AIM OF THE EXERCISE:
Copy out each line of the data that holds the word "roads".

[PROVIDED INFORMATION Boundary: Start]

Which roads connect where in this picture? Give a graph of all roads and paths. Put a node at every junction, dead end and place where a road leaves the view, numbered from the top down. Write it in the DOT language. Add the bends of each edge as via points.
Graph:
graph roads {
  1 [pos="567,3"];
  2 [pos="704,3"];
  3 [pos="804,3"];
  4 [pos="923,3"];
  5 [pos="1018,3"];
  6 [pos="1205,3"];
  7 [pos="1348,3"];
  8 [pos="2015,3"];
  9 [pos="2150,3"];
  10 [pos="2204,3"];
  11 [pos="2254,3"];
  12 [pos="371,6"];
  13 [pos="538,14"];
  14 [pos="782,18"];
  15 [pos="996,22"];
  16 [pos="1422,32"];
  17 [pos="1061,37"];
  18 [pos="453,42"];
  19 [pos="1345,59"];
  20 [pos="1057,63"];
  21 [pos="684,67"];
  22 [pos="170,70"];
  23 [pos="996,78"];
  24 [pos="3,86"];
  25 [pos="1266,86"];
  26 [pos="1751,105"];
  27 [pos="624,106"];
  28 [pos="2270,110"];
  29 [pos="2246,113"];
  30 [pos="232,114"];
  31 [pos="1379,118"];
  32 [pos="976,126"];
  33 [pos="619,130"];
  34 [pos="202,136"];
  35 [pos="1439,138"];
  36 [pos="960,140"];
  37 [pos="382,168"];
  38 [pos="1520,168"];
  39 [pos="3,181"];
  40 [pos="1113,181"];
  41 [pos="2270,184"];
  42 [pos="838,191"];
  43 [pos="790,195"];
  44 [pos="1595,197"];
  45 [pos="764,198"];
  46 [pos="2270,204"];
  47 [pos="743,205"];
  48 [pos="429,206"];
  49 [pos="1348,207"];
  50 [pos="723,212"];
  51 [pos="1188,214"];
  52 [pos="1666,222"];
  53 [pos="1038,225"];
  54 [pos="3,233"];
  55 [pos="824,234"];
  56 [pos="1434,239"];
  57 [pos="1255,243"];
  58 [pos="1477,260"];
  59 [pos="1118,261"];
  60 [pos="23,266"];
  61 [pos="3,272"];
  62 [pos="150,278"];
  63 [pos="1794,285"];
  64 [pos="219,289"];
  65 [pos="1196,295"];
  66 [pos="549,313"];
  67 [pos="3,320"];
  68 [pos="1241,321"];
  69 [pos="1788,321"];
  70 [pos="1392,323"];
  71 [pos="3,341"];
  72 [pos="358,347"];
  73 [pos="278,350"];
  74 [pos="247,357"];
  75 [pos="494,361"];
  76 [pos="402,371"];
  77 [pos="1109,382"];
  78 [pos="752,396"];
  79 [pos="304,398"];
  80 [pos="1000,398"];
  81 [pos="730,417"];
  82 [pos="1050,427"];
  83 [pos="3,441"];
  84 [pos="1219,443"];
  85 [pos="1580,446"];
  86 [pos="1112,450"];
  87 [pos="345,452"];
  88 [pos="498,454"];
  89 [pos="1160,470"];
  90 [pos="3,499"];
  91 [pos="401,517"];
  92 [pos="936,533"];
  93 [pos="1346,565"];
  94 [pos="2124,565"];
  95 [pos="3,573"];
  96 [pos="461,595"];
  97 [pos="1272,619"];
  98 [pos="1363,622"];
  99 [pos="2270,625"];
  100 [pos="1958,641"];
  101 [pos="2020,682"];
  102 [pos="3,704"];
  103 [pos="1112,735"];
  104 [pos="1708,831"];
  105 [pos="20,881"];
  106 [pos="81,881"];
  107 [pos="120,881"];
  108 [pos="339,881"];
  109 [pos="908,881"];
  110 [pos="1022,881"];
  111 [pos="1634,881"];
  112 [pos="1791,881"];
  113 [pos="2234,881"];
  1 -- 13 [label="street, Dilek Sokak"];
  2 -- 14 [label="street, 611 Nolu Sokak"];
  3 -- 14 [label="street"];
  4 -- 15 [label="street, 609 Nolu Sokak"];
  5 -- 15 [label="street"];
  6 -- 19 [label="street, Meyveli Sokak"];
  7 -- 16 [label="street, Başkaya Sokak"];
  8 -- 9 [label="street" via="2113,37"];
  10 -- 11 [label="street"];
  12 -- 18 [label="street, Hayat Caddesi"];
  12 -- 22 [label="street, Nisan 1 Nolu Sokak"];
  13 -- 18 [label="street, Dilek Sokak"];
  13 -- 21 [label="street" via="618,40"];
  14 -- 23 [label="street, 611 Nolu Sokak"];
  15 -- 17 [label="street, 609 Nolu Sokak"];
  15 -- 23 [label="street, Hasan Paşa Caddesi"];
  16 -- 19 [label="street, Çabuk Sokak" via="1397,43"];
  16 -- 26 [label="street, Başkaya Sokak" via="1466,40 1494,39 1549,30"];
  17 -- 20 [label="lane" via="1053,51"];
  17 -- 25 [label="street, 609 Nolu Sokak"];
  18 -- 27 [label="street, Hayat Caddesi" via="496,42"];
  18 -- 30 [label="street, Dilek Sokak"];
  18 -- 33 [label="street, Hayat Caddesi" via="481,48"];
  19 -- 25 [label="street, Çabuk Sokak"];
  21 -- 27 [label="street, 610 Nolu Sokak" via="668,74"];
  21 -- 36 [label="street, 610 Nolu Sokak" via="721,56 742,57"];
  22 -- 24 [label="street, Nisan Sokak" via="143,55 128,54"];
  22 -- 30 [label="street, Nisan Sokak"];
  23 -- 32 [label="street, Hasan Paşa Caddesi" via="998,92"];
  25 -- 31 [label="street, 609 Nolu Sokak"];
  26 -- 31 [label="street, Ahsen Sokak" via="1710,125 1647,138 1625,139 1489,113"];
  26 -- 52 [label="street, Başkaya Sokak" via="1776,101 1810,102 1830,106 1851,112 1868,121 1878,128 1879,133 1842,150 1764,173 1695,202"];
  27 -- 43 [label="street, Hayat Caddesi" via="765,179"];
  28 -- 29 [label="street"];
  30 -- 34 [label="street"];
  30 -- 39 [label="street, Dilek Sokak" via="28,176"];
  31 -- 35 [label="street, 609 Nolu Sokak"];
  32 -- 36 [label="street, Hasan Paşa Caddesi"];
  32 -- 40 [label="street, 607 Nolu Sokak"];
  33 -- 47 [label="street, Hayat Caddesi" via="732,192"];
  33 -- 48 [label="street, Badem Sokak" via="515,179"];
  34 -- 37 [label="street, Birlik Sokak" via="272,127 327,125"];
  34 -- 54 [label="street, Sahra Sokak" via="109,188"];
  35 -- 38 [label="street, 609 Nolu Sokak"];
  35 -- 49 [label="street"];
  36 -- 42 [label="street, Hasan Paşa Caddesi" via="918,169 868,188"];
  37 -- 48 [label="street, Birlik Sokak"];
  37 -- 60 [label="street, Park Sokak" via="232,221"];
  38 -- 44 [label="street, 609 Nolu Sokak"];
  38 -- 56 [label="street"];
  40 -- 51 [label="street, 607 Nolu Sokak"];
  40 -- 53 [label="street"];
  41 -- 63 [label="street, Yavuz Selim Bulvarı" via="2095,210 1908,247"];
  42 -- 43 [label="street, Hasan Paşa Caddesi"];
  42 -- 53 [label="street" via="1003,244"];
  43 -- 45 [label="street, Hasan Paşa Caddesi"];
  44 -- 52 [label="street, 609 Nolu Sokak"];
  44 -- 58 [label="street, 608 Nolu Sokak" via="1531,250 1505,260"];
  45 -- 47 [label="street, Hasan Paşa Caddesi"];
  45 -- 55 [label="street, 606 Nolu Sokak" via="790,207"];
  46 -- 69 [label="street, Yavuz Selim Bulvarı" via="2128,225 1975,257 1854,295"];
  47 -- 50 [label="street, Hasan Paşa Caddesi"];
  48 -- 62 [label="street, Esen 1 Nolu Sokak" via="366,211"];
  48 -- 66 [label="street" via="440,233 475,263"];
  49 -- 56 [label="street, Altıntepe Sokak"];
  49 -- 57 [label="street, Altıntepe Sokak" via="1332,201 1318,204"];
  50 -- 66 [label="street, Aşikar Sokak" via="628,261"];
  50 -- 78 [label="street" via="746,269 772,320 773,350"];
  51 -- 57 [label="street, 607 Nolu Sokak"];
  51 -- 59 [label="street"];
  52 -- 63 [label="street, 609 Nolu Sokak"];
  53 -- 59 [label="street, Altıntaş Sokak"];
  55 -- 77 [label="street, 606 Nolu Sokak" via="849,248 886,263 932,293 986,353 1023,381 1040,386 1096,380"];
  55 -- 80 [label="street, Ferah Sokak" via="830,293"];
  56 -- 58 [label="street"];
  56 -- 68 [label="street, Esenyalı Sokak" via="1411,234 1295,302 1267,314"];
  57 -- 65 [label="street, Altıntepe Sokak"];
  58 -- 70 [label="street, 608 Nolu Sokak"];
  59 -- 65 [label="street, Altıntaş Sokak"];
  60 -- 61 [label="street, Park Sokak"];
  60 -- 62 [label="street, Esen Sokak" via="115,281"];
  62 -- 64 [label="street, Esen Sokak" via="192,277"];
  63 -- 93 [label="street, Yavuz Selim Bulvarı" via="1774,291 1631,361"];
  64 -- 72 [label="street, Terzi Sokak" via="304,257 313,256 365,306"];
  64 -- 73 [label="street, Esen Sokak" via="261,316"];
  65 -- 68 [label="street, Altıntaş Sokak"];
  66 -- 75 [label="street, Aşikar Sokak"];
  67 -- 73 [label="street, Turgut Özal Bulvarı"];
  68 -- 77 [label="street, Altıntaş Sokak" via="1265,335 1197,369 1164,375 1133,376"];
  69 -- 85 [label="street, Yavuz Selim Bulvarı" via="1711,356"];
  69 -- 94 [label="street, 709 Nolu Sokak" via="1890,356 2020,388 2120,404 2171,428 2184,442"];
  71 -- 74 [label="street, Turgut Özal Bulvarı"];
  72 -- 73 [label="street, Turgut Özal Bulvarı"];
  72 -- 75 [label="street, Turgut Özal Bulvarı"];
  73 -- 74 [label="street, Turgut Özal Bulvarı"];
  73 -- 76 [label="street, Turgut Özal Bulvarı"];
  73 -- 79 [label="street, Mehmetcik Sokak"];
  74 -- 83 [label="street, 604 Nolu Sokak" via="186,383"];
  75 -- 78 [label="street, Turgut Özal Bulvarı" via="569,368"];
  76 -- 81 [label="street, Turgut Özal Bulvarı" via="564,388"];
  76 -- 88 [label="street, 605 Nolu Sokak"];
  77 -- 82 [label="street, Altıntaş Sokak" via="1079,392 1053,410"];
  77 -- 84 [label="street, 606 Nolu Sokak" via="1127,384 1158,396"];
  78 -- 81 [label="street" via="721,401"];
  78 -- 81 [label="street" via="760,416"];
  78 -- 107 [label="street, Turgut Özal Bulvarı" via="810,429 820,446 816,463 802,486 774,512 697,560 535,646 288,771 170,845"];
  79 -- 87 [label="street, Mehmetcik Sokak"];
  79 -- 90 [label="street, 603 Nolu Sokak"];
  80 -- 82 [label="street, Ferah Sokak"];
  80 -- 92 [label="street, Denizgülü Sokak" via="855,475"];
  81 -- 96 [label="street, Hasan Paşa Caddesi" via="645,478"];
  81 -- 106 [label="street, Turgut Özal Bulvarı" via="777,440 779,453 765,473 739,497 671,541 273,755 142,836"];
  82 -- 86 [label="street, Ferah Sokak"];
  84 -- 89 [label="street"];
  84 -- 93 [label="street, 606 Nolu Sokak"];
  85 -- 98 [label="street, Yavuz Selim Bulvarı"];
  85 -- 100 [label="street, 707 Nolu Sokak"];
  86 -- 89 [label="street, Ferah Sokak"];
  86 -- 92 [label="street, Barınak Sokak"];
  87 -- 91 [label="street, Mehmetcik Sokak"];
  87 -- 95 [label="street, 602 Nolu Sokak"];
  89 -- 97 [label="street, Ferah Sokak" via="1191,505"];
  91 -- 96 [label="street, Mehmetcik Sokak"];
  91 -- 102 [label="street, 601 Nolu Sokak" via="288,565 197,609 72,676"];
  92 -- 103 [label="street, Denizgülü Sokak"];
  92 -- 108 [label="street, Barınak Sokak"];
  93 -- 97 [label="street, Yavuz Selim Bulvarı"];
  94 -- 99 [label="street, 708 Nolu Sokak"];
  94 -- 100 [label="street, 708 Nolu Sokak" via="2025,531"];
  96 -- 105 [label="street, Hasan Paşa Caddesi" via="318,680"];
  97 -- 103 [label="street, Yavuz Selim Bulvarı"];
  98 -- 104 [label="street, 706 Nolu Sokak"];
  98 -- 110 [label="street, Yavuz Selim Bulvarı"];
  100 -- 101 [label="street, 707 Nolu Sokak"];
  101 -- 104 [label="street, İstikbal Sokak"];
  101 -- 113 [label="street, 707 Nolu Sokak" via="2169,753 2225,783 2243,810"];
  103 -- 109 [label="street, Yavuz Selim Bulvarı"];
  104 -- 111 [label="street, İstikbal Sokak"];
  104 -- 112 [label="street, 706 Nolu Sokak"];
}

[PROVIDED INFORMATION Boundary: End]

OUTPUT OF THE TASK:
Which roads connect where in this picture? Give a graph of all roads and paths. Put a node at every junction, dead end and place where a road leaves the view, numbered from the top down. Write it in the DOT language. Add the bends of each edge as via points.
graph roads {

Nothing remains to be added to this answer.